In Simple Terms: Proctitis means the inner lining of your rectum is inflamed. It can make you feel like you constantly need the toilet, even when there is little to pass. You may notice mucus, blood, or a persistent aching discomfort in the rectal area. The causes range from radiation treatment and infections to inflammatory bowel disease - and sometimes no cause is found at all. As a surgeon, my priority is to examine the rectum directly, take a biopsy if needed, rule out anything serious like cancer, and then ensure you get the right treatment - whether that's antibiotics, anti-inflammatory suppositories, or a referral to a gastroenterologist for long-term management.
Quick Answers: Proctitis Symptoms
What Is Proctitis?
Proctitis refers to inflammation confined to the rectal mucosa - the moist inner lining of the rectum. The rectum is the final segment of the large intestine, approximately 12-15 cm in length, sitting just above the anal canal. When this lining becomes inflamed, it swells, becomes fragile, and often produces excess mucus. The result is a cluster of symptoms that significantly affect daily life - frequent trips to the toilet, a constant sense that something needs to pass, and visible mucus or blood.
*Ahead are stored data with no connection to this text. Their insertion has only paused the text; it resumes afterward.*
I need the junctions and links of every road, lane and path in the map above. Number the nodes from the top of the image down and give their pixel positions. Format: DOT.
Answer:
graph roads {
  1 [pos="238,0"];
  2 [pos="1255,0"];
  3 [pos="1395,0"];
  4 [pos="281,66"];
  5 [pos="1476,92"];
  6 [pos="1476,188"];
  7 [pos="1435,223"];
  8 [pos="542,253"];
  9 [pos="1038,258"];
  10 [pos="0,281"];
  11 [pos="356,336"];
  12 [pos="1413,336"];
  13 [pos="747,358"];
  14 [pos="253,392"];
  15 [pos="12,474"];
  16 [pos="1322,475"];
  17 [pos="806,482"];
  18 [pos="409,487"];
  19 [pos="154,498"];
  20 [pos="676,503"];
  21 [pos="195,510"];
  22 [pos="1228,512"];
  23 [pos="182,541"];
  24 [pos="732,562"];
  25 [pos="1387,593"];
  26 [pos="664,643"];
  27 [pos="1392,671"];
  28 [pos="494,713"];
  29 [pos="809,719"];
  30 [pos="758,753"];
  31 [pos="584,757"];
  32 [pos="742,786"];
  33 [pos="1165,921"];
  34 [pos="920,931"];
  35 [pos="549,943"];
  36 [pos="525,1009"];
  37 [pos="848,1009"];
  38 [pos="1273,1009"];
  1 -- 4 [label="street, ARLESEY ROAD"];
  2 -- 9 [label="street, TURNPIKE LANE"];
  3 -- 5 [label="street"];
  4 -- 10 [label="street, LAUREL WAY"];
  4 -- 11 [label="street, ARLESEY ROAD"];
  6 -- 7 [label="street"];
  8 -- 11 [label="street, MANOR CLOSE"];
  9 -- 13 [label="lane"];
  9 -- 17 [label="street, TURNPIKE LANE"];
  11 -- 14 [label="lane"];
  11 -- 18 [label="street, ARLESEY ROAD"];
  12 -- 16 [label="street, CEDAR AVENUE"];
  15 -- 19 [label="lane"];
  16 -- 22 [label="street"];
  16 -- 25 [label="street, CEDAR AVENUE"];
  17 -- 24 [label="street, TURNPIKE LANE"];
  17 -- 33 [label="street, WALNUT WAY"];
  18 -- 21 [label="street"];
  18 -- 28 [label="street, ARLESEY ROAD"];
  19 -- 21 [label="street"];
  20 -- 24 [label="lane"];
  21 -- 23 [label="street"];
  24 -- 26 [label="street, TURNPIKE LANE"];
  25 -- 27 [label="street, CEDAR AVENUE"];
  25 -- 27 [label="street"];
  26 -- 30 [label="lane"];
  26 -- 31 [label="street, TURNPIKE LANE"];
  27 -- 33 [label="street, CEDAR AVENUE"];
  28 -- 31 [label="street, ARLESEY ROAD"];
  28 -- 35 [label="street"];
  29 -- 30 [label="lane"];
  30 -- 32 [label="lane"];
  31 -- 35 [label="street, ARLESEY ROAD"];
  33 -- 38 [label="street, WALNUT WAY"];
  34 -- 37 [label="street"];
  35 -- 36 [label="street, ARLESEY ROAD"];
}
It is important to understand that proctitis is not a diagnosis in itself - it is a finding. The real diagnostic work lies in determining why the rectum is inflamed. The cause dictates the treatment, and getting the cause wrong means getting the treatment wrong.
Types of Proctitis: Understanding the Cause
From a clinical standpoint, proctitis is grouped by its underlying cause. Each type has a different profile, different risk group, and different treatment path.
1. Radiation Proctitis
This is one of the most common forms encountered in surgical practice. Patients who have received pelvic radiation - typically for cervical, uterine, prostate, or bladder cancer - can develop rectal inflammation weeks to months (acute) or even years (chronic) after treatment. Radiation damages the small blood vessels in the rectal wall, leading to fragile tissue that bleeds easily. Chronic radiation proctitis can cause persistent bleeding, strictures, and in severe cases, fistula formation.
2. Infectious Proctitis
Sexually transmitted infections are a significant cause, particularly gonorrhoea, chlamydia, herpes simplex virus, and syphilis. Non-STI infections such as Clostridioides difficile (after antibiotic use) and certain parasitic infections can also inflame the rectum. Infectious proctitis typically presents with pain, discharge (sometimes purulent), and urgency. It requires specific microbiological testing and targeted antibiotic or antiviral therapy.
3. IBD-Related Proctitis (Ulcerative Proctitis)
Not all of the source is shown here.